The assault allegedly occurred in a Panama City Beach, Florida, condo on July 25, 2010, after Hunt helped the woman’s husband, a Southern Baptist pastor for 25 years (at the time), secure a condo for his wife to travel to Florida by herself to hear a message by Bobby Bowden and to visit her childhood home, school and the first church her husband served as pastor. The report states the husband had a professional relationship with Hunt and considered him a “mentor” and “spiritual father figure.”
The condo where the woman stayed was located next door to a condo where Hunt and his wife were staying during Hunt’s July sabbatical following his term as SBC president.
The woman, approximately 20 years younger than Hunt, went into extensive detail with Guidepost investigators regarding the alleged sexual assault. Hunt told Guidepost investigators he had “no contact whatsoever” with the woman, although, after further questioning, he acknowledged he had interactions with her on the balcony of the Florida condo.
However, in August 2010 Hunt admitted in a session with Roy Blankenship, a counselor at FBC Woodstock, that he had initiated physical contact of a sexual nature with the woman during the July Florida trip.
The woman said she felt “very shocked, confused and violated” by Hunt’s alleged assault, and the couple stated that, after the alleged assault, they were “silenced” by Hunt and Blankenship who convinced them they should not talk about it.
Hunt extended his July sabbatical to mid-September after the alleged incident. Hunt also remained in contact with the couple occasionally through the years, most recently in October 2021, according to the Guidepost report.
The couple told Guidepost investigators they have undergone counseling and experienced emotional and spiritual trauma, as well as financial struggles, as a result of the alleged incident.

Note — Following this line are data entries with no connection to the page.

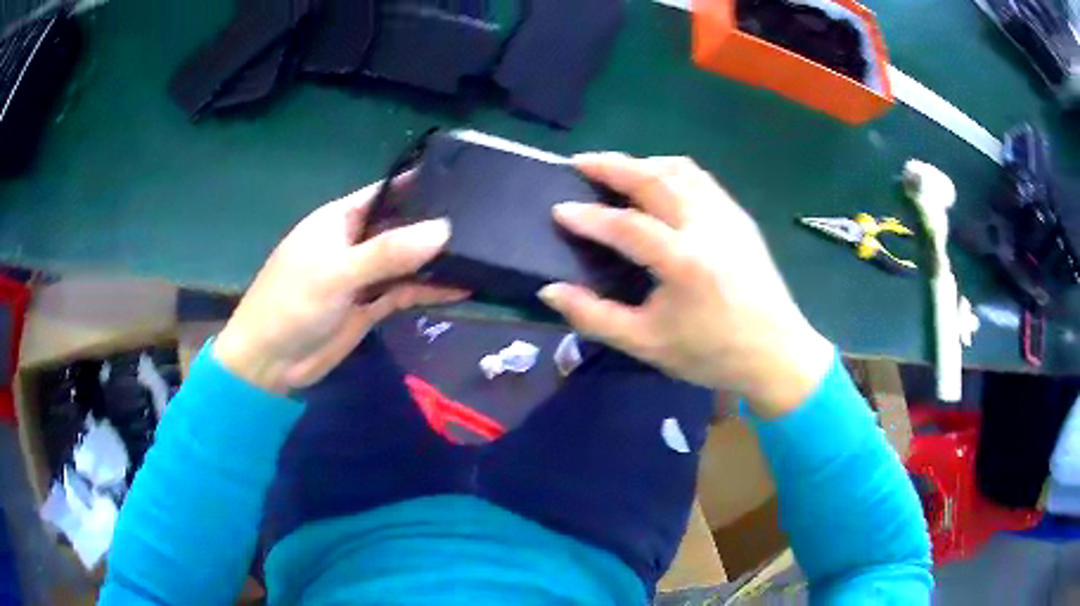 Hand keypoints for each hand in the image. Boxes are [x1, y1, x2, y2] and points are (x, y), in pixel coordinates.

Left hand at [215, 181, 465, 393]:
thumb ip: (388, 252)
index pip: (385, 193)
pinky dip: (428, 291)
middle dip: (434, 224)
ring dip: (435, 261)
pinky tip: (461, 289)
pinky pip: (404, 292)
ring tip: (482, 253)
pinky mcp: (370, 306)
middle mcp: (354, 242)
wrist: (270, 362)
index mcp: (339, 220)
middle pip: (400, 227)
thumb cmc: (292, 304)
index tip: (462, 181)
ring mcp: (363, 276)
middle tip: (485, 219)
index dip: (418, 185)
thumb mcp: (337, 272)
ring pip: (406, 262)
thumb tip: (443, 230)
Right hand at [538, 153, 832, 416]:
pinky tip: (658, 184)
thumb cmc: (712, 354)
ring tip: (616, 169)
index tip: (559, 209)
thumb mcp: (647, 345)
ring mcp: (728, 216)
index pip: (626, 225)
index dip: (588, 216)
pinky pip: (700, 179)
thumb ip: (595, 316)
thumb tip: (550, 290)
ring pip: (680, 170)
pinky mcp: (740, 217)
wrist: (776, 354)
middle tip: (580, 163)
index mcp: (684, 262)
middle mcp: (707, 227)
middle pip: (653, 179)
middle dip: (612, 165)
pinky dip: (671, 172)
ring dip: (643, 163) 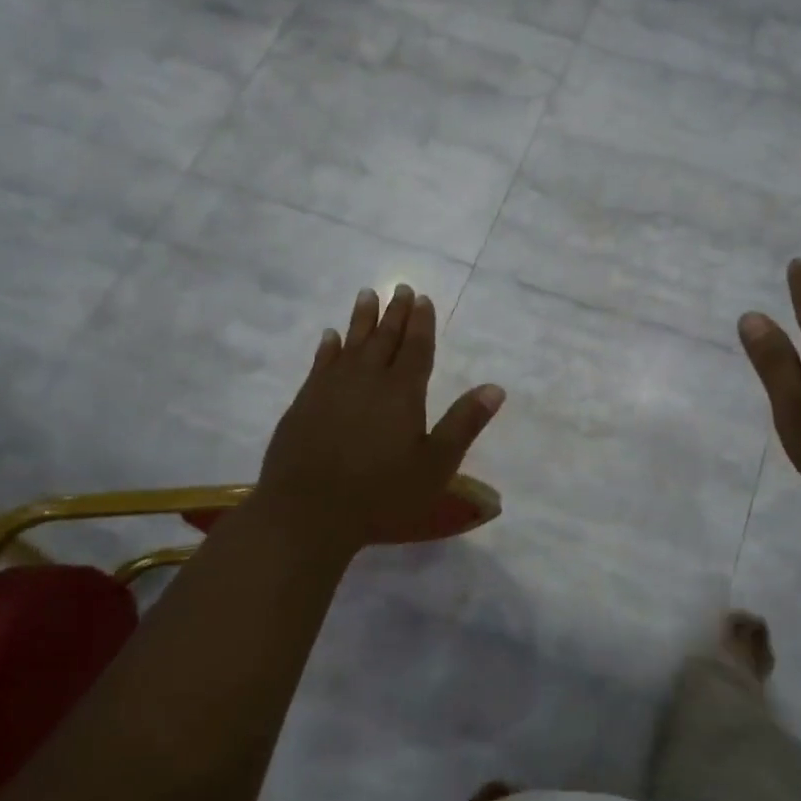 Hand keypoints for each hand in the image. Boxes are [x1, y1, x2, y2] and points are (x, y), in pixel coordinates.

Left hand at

Hunt’s May 22 statement reads: “During my fifty years of ministry, I’ve always had a singular goal: to share the good news of Jesus Christ with a broken world. It has been the joy of my life to minister alongside so many selfless men and women at the North American Mission Board to spread the hope, love and grace of the Lord Jesus Christ.
“While I have resigned from my position at NAMB, I will continue to dedicate my life to encouraging and instructing pastors. Of course, I am aware that Guidepost Solutions issued a report earlier today (May 22). I did not see a copy of the report before today, and I have not had an opportunity to read the entire report,” he said.

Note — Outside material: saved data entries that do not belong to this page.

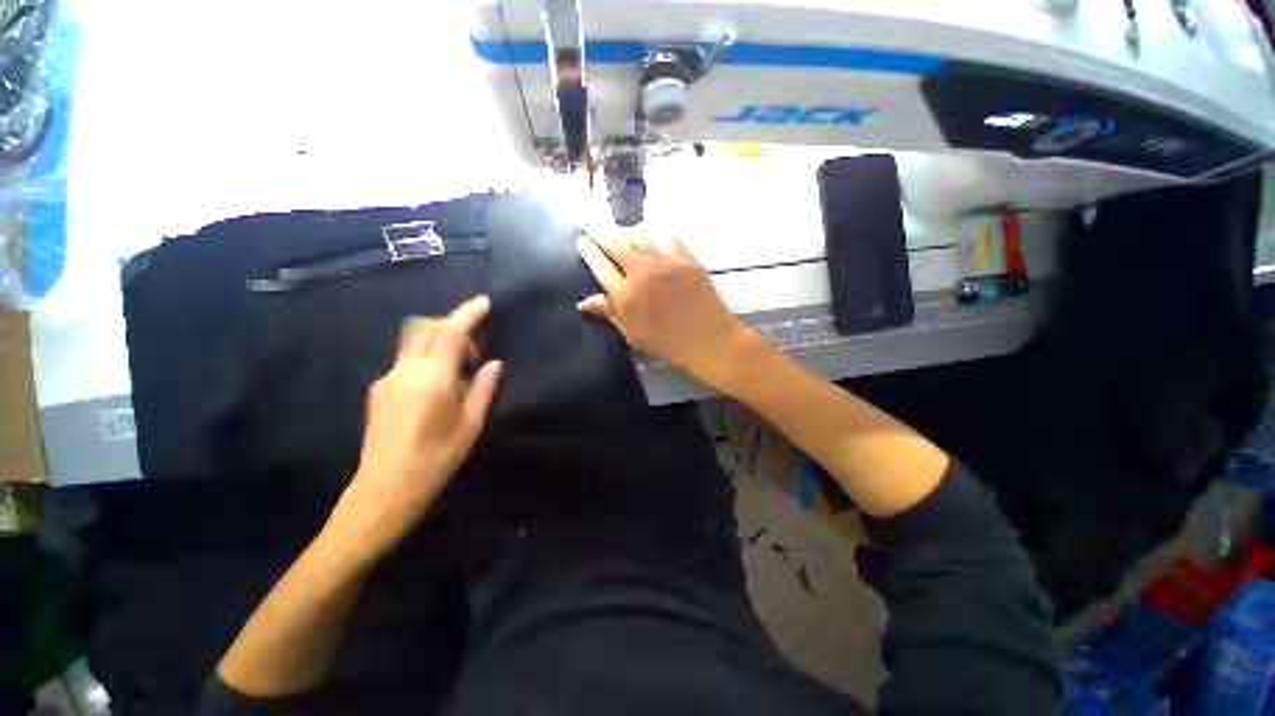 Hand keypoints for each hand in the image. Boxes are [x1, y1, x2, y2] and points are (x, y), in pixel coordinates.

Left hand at [328, 296, 501, 559]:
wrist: (384, 489)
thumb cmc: (436, 459)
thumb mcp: (471, 424)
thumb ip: (484, 388)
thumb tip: (494, 363)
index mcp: (432, 379)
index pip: (450, 333)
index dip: (468, 314)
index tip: (484, 303)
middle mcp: (405, 370)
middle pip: (426, 328)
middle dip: (452, 323)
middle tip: (475, 342)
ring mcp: (388, 378)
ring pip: (414, 341)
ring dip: (438, 338)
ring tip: (460, 363)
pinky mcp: (379, 389)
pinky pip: (407, 358)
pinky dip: (427, 355)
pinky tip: (439, 380)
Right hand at [576, 229, 752, 383]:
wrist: (707, 339)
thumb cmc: (667, 343)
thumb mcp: (633, 334)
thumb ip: (609, 313)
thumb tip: (584, 302)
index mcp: (626, 295)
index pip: (600, 265)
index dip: (589, 251)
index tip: (582, 241)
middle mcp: (642, 272)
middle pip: (616, 243)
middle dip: (602, 234)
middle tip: (597, 232)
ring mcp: (665, 262)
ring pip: (639, 233)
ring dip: (626, 230)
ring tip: (622, 233)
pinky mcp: (685, 257)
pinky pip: (665, 234)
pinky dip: (653, 231)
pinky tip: (651, 234)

“I want to be clear: my heart breaks for all victims of abuse. I support the rights of abuse victims to be heard and respected and made whole. I also support transparency and accountability for abusers. But transparency and accountability must be founded on truth and accuracy,” Hunt stated.
“To put it bluntly: I vigorously deny the circumstances and characterizations set forth in the Guidepost report. I have never abused anybody. Southern Baptists’ navigating this challenging season must remember, ‘It is the truth that will set us free.’”
May 27 update to the story — Johnny Hunt clarifies his initial response to the allegations by addressing FBC Woodstock members and others via a May 27 video plea on Twitter around 3 p.m. CT. He implored viewers to read the attached letter, which shares a more detailed account of the situation in 2010 from his perspective.
June 10 update to the story — FBC Woodstock pastor Jeremy Morton and other church leaders shared an update with church members June 3 following a May 29 sermon addressing the issue. “We have recommended to our former pastor, Johnny Hunt, a clear process of counseling, accountability and restoration,” the letter reads. “We also believe it is in the best interest of FBCW to suspend his role as Pastor Emeritus. While we are forever grateful for the supernatural work of God over the last 30+ years at FBCW, we believe this decision aligns with our biblical theology as a church regarding spiritual leaders being above reproach (1 Tim. 3:2).”